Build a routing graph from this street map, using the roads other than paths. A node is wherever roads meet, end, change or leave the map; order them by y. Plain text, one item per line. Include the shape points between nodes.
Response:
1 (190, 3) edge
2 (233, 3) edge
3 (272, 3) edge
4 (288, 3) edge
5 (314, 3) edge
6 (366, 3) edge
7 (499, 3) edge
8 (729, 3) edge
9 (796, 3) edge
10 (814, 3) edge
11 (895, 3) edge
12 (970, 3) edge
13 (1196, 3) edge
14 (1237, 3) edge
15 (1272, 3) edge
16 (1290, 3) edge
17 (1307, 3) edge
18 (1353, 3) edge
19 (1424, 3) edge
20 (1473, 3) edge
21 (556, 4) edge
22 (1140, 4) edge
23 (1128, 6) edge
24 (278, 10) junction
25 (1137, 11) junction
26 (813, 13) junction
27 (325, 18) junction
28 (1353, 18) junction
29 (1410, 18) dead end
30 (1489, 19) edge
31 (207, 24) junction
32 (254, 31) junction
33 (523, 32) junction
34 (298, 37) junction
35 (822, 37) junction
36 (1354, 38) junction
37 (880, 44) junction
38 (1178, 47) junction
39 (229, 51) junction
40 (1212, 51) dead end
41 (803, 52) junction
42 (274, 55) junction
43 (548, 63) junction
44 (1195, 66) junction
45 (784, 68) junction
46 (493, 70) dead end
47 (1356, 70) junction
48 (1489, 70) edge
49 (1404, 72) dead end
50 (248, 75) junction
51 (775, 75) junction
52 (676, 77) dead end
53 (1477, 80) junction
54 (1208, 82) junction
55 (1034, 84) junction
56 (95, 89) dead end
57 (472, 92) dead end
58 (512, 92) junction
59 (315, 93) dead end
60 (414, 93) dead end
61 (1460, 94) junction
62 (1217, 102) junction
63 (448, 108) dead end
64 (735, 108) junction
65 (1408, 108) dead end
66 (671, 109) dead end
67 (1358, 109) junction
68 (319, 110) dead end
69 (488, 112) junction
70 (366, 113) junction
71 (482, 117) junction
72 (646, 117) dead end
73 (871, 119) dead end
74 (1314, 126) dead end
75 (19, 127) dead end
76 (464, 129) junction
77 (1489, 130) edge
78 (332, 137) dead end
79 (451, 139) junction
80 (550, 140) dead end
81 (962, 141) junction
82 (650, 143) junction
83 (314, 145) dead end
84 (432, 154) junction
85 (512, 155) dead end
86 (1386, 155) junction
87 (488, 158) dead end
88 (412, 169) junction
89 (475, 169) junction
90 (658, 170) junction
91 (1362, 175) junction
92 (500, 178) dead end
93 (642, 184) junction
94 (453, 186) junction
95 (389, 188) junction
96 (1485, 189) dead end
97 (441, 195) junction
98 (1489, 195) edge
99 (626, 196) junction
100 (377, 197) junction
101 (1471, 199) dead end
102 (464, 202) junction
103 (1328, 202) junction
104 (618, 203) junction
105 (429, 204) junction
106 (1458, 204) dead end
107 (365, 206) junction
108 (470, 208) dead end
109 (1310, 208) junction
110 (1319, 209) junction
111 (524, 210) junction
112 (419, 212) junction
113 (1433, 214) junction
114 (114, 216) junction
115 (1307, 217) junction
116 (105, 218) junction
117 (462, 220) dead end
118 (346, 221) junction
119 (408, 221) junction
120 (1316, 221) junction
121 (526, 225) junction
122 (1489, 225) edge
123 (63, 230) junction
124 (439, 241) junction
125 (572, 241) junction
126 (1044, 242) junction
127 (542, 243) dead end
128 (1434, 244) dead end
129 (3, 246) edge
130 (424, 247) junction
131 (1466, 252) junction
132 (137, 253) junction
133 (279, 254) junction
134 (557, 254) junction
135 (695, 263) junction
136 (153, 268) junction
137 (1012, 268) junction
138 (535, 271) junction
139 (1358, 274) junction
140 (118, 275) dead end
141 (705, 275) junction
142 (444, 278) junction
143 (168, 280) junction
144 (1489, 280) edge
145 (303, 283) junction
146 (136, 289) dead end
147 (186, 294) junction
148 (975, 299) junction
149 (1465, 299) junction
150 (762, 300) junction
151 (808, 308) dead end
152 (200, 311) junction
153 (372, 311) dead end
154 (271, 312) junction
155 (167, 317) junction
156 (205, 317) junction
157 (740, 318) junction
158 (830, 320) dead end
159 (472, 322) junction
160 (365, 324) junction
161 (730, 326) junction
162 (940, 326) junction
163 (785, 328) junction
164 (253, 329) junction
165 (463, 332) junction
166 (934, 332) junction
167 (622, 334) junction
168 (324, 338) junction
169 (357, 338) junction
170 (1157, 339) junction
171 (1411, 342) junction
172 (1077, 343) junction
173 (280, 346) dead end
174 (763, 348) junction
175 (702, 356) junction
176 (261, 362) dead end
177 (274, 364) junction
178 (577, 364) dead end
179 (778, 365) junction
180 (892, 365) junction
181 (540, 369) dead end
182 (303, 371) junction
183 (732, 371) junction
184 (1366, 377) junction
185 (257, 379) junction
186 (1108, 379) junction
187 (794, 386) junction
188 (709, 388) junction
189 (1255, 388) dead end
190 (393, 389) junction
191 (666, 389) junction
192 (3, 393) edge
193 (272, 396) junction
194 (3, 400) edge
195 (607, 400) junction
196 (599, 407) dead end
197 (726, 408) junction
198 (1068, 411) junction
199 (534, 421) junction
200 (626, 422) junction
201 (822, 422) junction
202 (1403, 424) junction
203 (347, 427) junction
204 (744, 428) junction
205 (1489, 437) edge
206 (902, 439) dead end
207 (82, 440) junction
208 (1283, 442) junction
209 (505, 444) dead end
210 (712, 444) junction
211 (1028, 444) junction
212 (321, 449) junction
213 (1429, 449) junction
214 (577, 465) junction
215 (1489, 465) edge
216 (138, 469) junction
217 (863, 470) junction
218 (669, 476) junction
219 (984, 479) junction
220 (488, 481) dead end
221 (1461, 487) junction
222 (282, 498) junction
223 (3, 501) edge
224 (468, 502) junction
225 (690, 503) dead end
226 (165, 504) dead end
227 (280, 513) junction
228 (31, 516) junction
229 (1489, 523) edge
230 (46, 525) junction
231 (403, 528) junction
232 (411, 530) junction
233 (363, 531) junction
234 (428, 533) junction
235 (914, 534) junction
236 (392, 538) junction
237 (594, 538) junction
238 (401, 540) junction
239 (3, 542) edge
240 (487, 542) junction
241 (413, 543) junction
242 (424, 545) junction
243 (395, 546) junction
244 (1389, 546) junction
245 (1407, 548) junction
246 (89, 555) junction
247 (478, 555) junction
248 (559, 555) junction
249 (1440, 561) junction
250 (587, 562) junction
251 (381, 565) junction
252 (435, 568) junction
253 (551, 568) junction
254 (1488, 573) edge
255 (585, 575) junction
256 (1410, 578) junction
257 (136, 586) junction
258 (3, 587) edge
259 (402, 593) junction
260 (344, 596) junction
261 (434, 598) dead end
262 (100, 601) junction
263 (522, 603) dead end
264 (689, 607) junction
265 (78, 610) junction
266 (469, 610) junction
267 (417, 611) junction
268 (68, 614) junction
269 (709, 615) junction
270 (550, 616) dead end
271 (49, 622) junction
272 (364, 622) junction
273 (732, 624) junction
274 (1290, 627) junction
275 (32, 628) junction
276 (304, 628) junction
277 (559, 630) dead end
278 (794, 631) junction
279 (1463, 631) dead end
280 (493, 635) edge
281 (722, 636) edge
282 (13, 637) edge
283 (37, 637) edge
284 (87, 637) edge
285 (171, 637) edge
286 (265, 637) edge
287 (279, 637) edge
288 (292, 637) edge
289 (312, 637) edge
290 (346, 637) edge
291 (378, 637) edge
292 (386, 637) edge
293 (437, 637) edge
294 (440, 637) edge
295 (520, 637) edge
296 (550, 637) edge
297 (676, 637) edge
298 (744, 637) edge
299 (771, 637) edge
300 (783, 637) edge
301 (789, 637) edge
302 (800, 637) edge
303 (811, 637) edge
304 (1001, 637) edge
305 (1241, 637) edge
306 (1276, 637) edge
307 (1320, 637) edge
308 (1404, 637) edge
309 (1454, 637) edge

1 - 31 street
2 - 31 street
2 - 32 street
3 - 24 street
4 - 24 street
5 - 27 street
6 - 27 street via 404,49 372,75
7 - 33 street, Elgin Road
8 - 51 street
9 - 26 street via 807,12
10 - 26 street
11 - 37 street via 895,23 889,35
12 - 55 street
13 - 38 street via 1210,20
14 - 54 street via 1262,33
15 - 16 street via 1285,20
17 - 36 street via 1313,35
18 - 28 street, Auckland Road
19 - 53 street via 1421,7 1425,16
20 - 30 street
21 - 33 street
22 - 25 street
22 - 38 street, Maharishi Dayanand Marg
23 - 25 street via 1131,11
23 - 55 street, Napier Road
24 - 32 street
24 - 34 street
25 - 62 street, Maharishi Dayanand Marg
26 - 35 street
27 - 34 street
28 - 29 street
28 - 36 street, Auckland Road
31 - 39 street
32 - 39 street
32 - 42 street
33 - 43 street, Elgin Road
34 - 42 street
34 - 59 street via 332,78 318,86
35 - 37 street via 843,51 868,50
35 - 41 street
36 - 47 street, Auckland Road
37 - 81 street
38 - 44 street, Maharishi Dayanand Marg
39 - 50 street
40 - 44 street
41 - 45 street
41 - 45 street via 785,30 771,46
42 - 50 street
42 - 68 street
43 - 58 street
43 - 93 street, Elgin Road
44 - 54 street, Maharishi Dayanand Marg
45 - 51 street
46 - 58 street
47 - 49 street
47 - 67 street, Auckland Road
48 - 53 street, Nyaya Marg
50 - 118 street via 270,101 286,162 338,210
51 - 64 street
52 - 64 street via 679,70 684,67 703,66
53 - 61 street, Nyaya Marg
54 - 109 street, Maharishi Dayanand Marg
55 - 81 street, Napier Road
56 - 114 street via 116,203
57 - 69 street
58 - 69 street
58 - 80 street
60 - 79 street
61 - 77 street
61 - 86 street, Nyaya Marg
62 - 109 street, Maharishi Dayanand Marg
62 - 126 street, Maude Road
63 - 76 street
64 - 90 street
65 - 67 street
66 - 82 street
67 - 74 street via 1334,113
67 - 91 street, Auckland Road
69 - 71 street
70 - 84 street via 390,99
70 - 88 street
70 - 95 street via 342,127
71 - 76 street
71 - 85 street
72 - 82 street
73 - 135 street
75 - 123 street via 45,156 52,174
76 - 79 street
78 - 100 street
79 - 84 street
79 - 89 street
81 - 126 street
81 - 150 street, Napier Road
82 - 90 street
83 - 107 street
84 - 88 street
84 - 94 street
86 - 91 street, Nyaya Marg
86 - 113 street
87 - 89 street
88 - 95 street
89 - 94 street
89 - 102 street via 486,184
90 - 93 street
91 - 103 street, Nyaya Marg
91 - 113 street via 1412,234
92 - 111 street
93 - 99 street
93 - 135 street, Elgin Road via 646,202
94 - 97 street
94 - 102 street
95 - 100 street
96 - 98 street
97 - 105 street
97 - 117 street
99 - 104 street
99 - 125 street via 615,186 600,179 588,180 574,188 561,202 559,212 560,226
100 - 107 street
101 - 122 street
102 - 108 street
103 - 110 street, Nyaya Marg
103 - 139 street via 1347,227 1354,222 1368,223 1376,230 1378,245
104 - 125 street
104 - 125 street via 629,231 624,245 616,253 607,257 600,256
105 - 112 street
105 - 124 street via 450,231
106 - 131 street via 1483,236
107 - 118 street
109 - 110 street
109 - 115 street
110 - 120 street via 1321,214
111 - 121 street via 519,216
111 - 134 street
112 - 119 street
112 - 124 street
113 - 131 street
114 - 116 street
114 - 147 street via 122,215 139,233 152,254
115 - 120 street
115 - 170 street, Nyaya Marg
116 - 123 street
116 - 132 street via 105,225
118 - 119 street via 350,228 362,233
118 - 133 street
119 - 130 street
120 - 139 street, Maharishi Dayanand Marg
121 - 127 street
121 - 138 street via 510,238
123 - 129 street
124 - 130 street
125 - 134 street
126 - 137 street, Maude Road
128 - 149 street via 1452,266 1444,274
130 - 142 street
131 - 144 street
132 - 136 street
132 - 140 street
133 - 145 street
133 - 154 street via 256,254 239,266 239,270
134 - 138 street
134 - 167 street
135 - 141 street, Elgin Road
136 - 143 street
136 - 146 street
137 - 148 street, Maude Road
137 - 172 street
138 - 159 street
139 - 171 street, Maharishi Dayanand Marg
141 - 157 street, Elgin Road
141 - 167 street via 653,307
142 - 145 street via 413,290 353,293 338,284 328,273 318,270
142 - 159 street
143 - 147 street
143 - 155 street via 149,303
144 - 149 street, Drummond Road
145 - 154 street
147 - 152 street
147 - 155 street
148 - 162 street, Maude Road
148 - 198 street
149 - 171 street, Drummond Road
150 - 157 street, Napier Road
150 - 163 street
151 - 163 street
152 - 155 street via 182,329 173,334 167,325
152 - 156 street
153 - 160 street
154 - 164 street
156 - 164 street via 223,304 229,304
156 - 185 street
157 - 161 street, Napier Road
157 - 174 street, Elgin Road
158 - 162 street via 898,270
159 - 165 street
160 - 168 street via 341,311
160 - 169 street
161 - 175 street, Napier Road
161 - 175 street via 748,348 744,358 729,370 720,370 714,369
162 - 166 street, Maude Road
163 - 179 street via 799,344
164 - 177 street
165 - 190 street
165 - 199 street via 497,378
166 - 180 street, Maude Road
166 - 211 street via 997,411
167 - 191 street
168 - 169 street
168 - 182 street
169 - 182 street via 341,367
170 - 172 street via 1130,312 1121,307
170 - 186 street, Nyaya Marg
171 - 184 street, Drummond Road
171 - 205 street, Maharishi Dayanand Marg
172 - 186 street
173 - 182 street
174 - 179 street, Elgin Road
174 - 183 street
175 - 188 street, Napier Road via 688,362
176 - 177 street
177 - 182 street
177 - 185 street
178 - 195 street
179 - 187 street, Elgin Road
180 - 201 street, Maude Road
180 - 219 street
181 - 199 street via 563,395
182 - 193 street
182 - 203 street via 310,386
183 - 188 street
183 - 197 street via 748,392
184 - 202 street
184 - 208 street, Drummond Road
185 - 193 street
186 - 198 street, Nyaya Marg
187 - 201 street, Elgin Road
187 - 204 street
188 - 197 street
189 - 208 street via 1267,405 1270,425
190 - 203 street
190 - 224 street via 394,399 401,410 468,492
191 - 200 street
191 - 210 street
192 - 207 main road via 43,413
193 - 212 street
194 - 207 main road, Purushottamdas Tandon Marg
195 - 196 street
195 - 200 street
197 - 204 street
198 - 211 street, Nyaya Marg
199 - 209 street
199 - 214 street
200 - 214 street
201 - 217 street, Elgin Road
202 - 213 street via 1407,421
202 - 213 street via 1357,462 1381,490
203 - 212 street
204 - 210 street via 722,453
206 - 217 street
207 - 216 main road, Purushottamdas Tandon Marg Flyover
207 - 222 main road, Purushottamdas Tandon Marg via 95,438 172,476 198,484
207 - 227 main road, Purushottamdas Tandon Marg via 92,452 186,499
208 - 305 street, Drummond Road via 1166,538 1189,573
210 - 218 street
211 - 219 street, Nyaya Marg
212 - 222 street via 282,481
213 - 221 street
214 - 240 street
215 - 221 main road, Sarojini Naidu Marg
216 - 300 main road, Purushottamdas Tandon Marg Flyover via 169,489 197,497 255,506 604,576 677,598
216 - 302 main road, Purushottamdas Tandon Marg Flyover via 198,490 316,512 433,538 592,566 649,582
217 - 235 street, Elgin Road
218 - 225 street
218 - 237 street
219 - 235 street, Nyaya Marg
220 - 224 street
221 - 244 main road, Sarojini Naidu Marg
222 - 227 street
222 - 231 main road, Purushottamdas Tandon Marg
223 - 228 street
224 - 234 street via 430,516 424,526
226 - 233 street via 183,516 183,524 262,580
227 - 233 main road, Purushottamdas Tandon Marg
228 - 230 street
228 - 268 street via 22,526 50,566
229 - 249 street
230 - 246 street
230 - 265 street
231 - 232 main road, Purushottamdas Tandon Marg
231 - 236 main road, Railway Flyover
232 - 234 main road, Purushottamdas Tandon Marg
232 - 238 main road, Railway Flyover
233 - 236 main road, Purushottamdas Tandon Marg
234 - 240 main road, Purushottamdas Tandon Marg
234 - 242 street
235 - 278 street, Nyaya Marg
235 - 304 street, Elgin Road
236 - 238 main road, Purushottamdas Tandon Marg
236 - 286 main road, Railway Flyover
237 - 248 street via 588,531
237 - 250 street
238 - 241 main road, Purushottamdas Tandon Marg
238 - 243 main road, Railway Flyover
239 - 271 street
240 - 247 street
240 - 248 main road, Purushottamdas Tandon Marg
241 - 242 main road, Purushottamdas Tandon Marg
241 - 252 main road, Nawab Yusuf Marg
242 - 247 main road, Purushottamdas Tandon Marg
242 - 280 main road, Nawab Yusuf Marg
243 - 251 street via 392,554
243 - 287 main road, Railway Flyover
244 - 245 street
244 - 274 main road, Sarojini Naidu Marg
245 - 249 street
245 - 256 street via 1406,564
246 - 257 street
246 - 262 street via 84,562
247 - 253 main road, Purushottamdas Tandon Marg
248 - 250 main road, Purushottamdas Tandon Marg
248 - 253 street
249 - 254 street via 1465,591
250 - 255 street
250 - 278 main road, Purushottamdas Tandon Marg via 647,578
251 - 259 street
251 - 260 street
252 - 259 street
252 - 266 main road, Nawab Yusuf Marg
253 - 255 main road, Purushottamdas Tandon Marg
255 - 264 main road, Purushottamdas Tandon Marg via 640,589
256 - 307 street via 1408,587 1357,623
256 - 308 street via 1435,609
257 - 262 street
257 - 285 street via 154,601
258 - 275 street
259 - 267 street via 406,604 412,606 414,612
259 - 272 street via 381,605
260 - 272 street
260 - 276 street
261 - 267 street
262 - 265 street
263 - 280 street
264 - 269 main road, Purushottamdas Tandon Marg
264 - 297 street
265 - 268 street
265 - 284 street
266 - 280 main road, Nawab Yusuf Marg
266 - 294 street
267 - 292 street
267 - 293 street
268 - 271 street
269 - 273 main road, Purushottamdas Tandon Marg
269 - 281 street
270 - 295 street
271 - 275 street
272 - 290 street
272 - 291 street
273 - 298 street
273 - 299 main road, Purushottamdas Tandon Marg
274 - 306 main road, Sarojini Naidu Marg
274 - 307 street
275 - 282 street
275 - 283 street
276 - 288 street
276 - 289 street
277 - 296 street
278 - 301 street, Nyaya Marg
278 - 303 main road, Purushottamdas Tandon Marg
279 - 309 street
• • • • • • •
§ **WORK REQUEST**: Locate the word "Maharishi" in the data above. Copy every line carrying it.

§ **SOLUTION BELOW**:
22 - 38 street, Maharishi Dayanand Marg
25 - 62 street, Maharishi Dayanand Marg
38 - 44 street, Maharishi Dayanand Marg
44 - 54 street, Maharishi Dayanand Marg
54 - 109 street, Maharishi Dayanand Marg
62 - 109 street, Maharishi Dayanand Marg
120 - 139 street, Maharishi Dayanand Marg
139 - 171 street, Maharishi Dayanand Marg
171 - 205 street, Maharishi Dayanand Marg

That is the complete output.